È necessario, dunque, che Egli regni nella mente dell’uomo, la quale con perfetta sottomissione, deve prestare fermo e costante assenso alle verità rivelate e alla dottrina di Cristo; che regni nella volontà, la quale deve obbedire alle leggi e ai precetti divini; che regni nel cuore, il quale meno apprezzando gli affetti naturali, deve amare Dio più d’ogni cosa e a Lui solo stare unito; che regni nel corpo e nelle membra, che, come strumenti, o al dire dell’Apostolo Paolo, come “armi di giustizia” [36] offerte a Dio devono servire all’interna santità delle anime. Se coteste cose saranno proposte alla considerazione dei fedeli, essi più facilmente saranno spinti verso la perfezione. – Faccia il Signore, Venerabili Fratelli, che quanti sono fuori del suo regno, bramino ed accolgano il soave giogo di Cristo, e tutti, quanti siamo, per sua misericordia, suoi sudditi e figli, lo portiamo non a malincuore ma con piacere, ma con amore, ma santamente, e che dalla nostra vita conformata alle leggi del Regno divino raccogliamo lieti ed abbondanti frutti, e ritenuti da Cristo quali servi buoni e fedeli diveniamo con Lui partecipi nel Regno celeste della sua eterna felicità e gloria. – Questo nostro augurio nella ricorrenza del Natale di nostro Signore Gesù Cristo sia per voi, o Venerabili Fratelli, un attestato del Nostro affetto paterno; e ricevete l’Apostolica Benedizione, che in auspicio dei divini favori impartiamo ben di cuore a voi, o Venerabili Fratelli, e a tutto il popolo vostro.
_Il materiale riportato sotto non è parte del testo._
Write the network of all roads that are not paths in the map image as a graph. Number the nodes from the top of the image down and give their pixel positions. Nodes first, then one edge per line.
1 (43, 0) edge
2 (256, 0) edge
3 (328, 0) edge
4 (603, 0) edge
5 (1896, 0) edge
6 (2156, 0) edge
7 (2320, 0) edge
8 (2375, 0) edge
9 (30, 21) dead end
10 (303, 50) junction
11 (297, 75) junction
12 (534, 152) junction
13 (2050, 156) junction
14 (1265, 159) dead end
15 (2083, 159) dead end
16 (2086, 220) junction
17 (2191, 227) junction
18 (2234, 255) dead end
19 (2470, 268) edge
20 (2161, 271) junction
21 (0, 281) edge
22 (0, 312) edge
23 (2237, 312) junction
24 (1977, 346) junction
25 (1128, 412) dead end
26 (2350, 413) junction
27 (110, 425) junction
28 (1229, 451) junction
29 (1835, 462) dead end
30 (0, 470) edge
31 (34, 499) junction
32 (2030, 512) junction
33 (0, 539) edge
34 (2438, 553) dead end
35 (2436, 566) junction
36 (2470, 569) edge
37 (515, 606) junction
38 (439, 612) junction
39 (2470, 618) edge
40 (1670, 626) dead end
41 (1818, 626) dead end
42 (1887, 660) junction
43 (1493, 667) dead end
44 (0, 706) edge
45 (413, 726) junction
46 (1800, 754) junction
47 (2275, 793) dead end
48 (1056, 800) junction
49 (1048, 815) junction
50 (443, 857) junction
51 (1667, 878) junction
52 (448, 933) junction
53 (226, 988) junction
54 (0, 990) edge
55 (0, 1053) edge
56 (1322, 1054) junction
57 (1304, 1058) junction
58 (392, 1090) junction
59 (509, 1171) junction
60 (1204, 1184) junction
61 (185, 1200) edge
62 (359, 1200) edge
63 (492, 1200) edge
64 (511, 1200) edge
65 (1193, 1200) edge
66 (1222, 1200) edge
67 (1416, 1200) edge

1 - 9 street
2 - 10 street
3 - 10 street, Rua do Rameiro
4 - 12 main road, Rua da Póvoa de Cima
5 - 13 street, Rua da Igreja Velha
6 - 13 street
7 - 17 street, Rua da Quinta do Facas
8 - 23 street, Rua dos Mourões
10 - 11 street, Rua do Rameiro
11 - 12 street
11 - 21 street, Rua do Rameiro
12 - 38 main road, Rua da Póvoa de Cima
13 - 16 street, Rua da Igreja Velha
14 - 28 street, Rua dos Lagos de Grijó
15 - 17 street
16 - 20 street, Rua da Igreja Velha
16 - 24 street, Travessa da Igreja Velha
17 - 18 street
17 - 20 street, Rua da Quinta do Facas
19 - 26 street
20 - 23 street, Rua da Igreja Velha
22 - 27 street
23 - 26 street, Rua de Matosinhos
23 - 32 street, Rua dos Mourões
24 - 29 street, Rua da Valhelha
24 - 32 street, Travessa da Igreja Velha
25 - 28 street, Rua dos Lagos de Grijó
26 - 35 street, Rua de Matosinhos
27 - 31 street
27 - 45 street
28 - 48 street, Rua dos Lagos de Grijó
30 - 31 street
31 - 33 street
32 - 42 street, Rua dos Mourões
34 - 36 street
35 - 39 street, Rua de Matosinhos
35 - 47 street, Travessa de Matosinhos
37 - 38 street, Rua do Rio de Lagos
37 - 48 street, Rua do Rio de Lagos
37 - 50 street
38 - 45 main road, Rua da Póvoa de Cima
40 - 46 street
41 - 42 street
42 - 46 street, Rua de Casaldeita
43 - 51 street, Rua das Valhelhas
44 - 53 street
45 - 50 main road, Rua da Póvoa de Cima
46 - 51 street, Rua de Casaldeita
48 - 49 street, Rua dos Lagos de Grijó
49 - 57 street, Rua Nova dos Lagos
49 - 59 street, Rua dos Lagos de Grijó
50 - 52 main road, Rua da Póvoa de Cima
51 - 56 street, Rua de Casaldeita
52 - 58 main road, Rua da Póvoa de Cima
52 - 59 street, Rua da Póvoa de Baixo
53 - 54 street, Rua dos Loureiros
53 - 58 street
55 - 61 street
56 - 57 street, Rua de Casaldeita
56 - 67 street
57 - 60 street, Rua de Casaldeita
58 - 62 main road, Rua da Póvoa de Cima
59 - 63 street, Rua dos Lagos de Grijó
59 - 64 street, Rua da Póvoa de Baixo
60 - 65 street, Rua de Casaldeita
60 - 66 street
Dato a Roma, presso S. Pietro, il giorno 11 Dicembre dell’Anno Santo 1925, quarto del Nostro Pontificato.

PIUS PP. XI

 [1] Ef., 3, 19.

[2] Dan., 7, 13-14.

[3] Num., 24, 19.

[4] Ps. 2, 6.

[5] Ps., 44, 6.

[6] Ps. 44, 8.

[7] Is., 9, 6-7.

[8] Jer., 23, 5.

[9] Dan., 2, 44.

[10] Dan., 7, 13-14.

[11] Zach., 9, 9.

[12] Lc., 1, 32-33.

[13] Matth., 25, 31-40.

[14] Joh., 18, 37.

[15] Matth., 28, 18.

[16] Apoc., 1, 5.

[17] Apoc. 19, 16.

[18] Hebr., 1, 1.

[19] I Cor., 15, 25.

[20] In Luc., 10.

[21] I Petr., 1, 18-19.

[22] I Cor., 6, 20.

[23] Ibid., 6, 15.

[24] Conc. Trid., Sess. VI, can. 21.

[25] Joh., 15, 10.

[26] Joh., 5, 22.

[27] Brev. Rom. Inno del Mattutino dell’Epifania.

[28]  Leone Pp. XIII, Enc. Annum Sacrum, 25. V.1899.

[29] Act., 4, 12.

[30] S. Agostino, Lettera a Macedone, III.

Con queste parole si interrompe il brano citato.